14. Les dispositions de l'article L. 761-1 du code de justice administrative font obstacle à ce que soit mise à la charge de la commune de Vernouillet, qui n'est pas la partie perdante dans la présente instance, la somme que Mme A demande au titre des frais exposés et non compris dans les dépens.

15. Il n'y a pas lieu, dans les circonstances de l'espèce, de faire application des dispositions de l'article L. 761-1 du code de justice administrative et de mettre à la charge de Mme A la somme demandée par la commune de Vernouillet au même titre.

D E C I D E :

Article 1er : La requête de Mme A est rejetée.

Article 2 : Les conclusions présentées par la commune de Vernouillet au titre de l'article L. 761-1 du code de justice administrative sont rejetées.

Article 3 : Le présent jugement sera notifié à Mme B A et à la commune de Vernouillet.
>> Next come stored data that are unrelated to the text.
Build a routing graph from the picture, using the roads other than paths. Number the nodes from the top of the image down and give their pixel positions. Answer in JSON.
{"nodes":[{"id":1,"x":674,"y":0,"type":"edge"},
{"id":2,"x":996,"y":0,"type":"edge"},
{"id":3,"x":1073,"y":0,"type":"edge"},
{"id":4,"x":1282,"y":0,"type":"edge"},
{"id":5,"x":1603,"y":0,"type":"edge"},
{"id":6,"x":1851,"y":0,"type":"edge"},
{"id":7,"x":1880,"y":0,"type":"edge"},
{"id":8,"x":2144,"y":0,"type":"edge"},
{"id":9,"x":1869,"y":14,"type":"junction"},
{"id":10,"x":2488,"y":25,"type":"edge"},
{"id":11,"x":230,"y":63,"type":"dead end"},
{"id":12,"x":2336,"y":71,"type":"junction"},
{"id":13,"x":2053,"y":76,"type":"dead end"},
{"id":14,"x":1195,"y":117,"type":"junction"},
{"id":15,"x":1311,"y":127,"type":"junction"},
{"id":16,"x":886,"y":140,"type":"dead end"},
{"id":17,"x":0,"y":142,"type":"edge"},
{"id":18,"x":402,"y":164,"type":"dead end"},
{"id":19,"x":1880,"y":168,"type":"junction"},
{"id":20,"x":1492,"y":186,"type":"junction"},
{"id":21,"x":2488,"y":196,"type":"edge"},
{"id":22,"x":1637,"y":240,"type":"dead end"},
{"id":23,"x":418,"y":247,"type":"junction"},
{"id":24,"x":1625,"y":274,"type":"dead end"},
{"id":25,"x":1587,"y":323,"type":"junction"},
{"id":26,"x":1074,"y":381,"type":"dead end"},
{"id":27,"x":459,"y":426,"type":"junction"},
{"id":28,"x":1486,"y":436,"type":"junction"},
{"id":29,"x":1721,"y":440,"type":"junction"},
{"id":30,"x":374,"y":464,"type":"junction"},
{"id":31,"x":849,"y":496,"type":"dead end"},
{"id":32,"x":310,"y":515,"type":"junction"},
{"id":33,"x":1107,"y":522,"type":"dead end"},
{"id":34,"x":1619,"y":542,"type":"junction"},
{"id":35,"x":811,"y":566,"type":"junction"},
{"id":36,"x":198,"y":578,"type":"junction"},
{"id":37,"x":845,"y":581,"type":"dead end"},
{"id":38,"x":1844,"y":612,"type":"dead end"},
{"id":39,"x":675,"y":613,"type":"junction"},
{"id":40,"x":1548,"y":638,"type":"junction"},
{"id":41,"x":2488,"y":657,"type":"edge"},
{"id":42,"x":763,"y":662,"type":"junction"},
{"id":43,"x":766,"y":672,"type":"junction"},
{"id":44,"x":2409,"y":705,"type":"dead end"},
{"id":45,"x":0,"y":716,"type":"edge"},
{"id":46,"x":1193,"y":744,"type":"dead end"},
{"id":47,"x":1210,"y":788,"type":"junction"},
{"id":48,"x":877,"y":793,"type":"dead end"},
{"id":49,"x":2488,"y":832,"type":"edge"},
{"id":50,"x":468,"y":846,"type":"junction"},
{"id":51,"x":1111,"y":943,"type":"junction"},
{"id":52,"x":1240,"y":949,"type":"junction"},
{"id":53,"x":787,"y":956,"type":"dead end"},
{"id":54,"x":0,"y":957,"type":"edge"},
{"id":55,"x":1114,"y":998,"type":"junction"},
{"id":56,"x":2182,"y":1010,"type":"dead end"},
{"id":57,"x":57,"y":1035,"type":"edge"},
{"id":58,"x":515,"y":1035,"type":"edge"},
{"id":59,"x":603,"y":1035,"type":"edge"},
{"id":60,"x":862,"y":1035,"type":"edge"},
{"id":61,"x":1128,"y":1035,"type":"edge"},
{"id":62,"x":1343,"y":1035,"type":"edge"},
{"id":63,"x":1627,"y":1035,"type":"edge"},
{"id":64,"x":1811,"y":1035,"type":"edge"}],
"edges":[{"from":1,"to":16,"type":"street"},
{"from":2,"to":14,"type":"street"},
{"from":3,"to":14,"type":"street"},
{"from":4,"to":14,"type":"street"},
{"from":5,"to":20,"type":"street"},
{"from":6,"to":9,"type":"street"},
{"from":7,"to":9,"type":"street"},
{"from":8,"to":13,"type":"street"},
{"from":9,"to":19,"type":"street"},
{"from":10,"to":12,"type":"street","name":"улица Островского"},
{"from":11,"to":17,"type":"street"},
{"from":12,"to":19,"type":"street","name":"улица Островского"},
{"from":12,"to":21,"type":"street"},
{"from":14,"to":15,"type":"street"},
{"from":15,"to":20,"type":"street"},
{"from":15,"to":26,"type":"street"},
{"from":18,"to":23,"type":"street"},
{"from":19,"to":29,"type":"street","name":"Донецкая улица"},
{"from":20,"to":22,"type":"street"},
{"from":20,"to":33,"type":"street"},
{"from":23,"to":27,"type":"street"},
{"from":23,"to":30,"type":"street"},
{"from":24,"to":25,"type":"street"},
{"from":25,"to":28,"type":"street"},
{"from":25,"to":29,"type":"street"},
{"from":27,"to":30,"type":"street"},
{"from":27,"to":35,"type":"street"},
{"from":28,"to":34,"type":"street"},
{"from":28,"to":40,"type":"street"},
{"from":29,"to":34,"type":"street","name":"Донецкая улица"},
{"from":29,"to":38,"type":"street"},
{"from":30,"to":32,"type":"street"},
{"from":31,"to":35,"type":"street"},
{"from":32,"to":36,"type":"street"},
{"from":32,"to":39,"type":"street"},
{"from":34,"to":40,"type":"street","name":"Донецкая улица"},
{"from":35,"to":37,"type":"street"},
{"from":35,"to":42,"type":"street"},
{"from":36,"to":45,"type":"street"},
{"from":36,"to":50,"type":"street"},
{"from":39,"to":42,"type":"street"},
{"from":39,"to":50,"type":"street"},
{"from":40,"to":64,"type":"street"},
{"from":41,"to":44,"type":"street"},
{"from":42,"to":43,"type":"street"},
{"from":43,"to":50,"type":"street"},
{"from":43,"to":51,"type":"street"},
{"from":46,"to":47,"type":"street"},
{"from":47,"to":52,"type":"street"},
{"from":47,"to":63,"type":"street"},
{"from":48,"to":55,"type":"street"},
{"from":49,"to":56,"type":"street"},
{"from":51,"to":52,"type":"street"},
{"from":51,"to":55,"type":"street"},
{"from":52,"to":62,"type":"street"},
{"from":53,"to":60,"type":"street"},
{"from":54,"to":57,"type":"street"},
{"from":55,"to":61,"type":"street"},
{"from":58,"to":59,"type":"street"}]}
Délibéré après l'audience du 18 juin 2024, à laquelle siégeaient :

Mme Lefebvre-Soppelsa, présidente,

Mme Defranc-Dousset, première conseillère,

Mme Keiflin, première conseillère.

Rendu public par mise à disposition au greffe le 5 juillet 2024.

La rapporteure,

Laura KEIFLIN

La présidente,

Anne LEFEBVRE-SOPPELSA

La greffière,

Sarah LEROY

La République mande et ordonne au préfet d'Eure-et-Loir en ce qui le concerne ou à tous commissaires de justice à ce requis en ce qui concerne les voies de droit commun contre les parties privées, de pourvoir à l'exécution de la présente décision.